Microsoft buys health info aggregator

Microsoft Corp. has taken another big step into healthcare by purchasing Azyxxi health information aggregation software developed for MedStar Health of Columbia, Md.

Under terms of the deal, Craig Feied, M.D., and Fidrik Iskandar—two of Azyxxi’s three creators—and about 40 others from MedStar’s Washington Hospital Center in Washington, D.C., will join a new division within Microsoft’s Health Solutions Group. Washington Hospital Center will become a development laboratory for Microsoft.

Microsoft actually is acquiring Azyxxi from Datomics Licensing and General Datomics, entities started by the software’s developers. MedStar Health was a co-owner of General Datomics. No dollar figure was announced.

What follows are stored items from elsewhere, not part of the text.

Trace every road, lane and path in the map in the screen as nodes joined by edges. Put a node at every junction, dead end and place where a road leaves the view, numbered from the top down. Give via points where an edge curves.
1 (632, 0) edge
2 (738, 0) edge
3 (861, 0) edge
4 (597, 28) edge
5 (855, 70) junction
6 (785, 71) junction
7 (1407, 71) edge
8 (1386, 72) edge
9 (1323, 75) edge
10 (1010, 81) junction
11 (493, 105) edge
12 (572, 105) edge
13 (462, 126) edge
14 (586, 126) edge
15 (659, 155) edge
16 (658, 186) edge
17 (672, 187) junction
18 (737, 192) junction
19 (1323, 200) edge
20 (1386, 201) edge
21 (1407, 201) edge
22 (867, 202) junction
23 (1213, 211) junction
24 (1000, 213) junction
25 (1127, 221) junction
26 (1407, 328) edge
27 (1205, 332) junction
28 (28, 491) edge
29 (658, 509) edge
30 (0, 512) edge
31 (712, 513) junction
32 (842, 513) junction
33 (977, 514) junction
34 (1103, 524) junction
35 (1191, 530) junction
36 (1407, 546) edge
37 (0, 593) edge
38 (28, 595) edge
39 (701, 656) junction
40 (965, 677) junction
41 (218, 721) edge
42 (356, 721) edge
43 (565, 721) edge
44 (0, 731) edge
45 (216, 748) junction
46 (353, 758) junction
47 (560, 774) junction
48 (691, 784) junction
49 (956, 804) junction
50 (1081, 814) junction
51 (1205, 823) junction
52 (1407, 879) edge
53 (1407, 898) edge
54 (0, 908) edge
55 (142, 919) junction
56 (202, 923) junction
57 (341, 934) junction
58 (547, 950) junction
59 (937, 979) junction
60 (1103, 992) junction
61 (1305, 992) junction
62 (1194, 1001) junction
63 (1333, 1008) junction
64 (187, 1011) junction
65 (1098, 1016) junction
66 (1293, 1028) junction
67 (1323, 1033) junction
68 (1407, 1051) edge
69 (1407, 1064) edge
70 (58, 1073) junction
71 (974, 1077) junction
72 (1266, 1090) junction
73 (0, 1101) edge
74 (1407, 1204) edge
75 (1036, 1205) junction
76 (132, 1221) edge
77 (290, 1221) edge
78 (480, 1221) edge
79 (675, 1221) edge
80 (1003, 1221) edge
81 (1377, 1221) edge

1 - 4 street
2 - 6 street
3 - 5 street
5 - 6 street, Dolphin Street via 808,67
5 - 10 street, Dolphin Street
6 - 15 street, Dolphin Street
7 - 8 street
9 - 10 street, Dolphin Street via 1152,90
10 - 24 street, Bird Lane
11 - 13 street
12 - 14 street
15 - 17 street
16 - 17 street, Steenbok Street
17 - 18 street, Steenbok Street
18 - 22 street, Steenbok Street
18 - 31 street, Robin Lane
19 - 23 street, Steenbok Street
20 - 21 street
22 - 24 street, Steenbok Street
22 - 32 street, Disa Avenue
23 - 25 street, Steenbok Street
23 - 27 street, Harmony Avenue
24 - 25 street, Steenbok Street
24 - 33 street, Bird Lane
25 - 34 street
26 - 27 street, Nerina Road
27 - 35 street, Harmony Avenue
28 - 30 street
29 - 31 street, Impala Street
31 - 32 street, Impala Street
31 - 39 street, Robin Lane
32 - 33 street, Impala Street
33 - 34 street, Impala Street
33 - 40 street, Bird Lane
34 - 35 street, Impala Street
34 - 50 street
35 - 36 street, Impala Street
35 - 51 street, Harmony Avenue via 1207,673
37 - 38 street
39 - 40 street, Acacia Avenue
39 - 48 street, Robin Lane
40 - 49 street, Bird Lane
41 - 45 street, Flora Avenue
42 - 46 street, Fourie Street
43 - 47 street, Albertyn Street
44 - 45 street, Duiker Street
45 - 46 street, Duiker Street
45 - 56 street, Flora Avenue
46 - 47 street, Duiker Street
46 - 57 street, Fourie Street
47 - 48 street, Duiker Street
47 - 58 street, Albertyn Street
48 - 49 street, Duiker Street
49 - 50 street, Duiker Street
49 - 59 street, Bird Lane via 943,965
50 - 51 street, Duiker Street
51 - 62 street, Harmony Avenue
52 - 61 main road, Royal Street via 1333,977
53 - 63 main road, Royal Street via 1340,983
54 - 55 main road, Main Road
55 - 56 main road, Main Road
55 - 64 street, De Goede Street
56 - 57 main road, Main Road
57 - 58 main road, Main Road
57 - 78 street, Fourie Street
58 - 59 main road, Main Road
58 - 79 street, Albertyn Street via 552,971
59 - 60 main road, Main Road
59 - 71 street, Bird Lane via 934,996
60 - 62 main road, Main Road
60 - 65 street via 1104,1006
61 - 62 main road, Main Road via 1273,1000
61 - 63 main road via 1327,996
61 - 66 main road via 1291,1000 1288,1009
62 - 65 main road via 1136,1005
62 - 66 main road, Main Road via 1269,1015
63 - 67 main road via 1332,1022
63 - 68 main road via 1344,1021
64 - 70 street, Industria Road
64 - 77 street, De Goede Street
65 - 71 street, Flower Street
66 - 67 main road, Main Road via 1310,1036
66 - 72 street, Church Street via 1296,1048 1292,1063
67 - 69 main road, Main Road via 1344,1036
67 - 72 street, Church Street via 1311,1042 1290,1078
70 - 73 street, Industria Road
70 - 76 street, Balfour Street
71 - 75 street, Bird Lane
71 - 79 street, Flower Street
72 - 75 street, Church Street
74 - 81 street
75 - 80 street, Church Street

First used in Washington Hospital Center’s emergency department 10 years ago, Azyxxi pulls data feeds from dozens of sources and displays the information for clinicians at the point of care. It also stores “all of a patient’s routine clinical information,” according to Microsoft.

“Microsoft sees it as applicable to clincians and integrated delivery networks, not just a hospital system,” Washington Hospital Center ED chair Mark Smith, M.D., said at a press teleconference this morning. Smith, the other Azyxxi creator, will remain at MedStar but serve as clinical liaison to Microsoft for continued product development.

As far as I can tell, this is the first time the world’s largest software company has actually offered a healthcare-specific software package.

In other recent deals, Australia’s National E-Health Transition Authority announced earlier this month that it had purchased a national license for Snomed CT.